### RECORDS

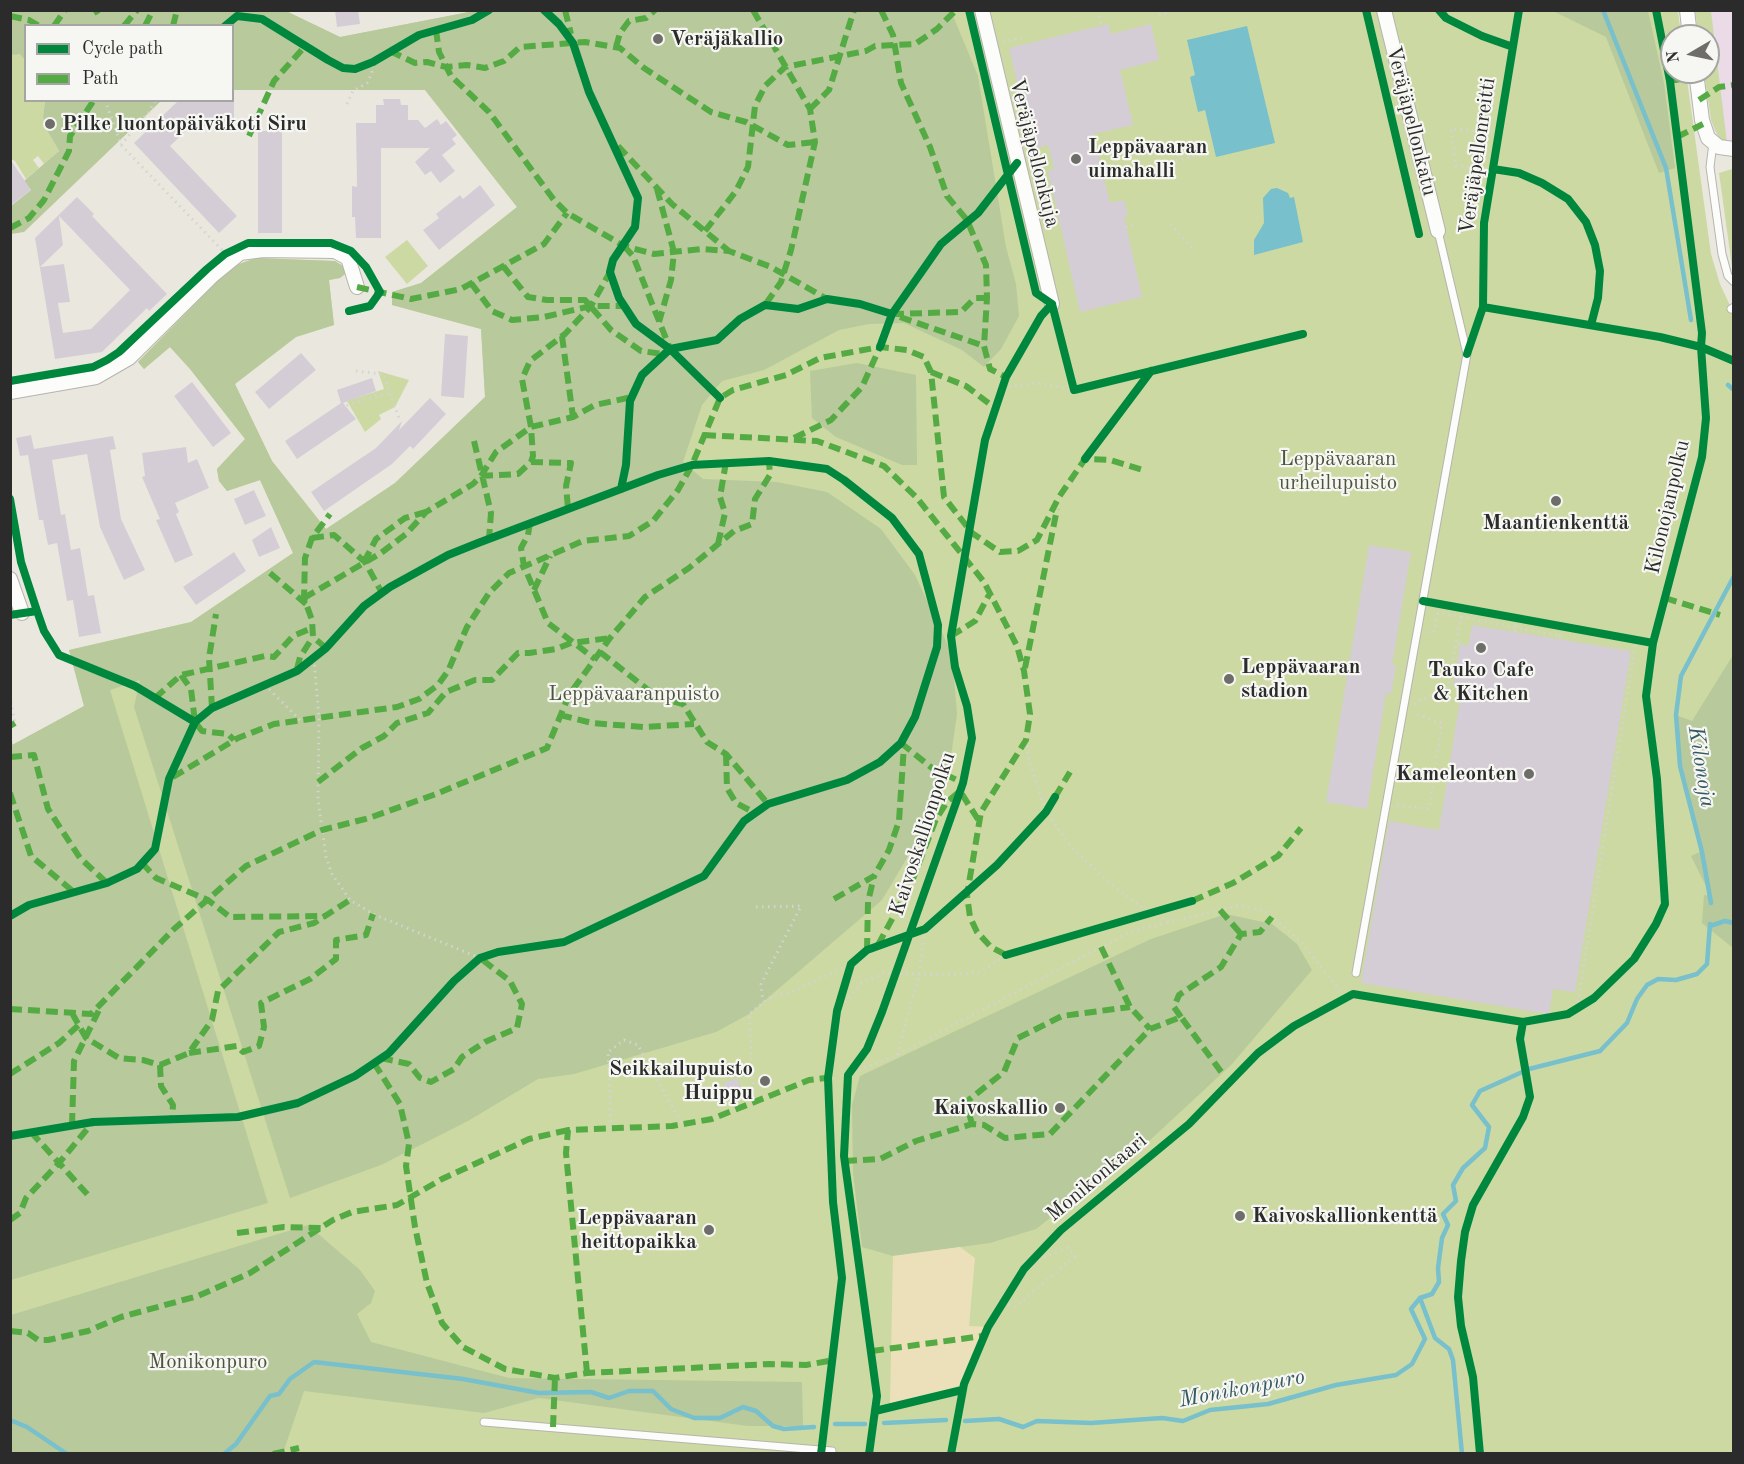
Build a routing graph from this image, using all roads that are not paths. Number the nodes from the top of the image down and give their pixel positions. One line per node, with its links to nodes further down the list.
1 (982, 10): 9 (street, Veräjäpellonkuja)
2 (1384, 10): 6 (street, Veräjäpellonkatu)
3 (1698, 84): 4 (street)
4 (1713, 143): 5 (street); 7 (lane)
5 (1734, 149)
6 (1438, 231): 13 (lane)
7 (1734, 282)
8 (357, 287): 10 (street)
9 (1052, 304)
10 (10, 392)
11 (10, 579): 12 (street)
12 (21, 614)
13 (1356, 973)
14 (484, 1422): 15 (lane)
15 (832, 1451)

######

WORK TO COMPLETE
Could you set down every entry again exactly as written, leaving out any pictures?

RESULT OF THIS TASK
Build a routing graph from this image, using all roads that are not paths. Number the nodes from the top of the image down and give their pixel positions. One line per node, with its links to nodes further down the list.
1 (982, 10): 9 (street, Veräjäpellonkuja)
2 (1384, 10): 6 (street, Veräjäpellonkatu)
3 (1698, 84): 4 (street)
4 (1713, 143): 5 (street); 7 (lane)
5 (1734, 149)
6 (1438, 231): 13 (lane)
7 (1734, 282)
8 (357, 287): 10 (street)
9 (1052, 304)
10 (10, 392)
11 (10, 579): 12 (street)
12 (21, 614)
13 (1356, 973)
14 (484, 1422): 15 (lane)
15 (832, 1451)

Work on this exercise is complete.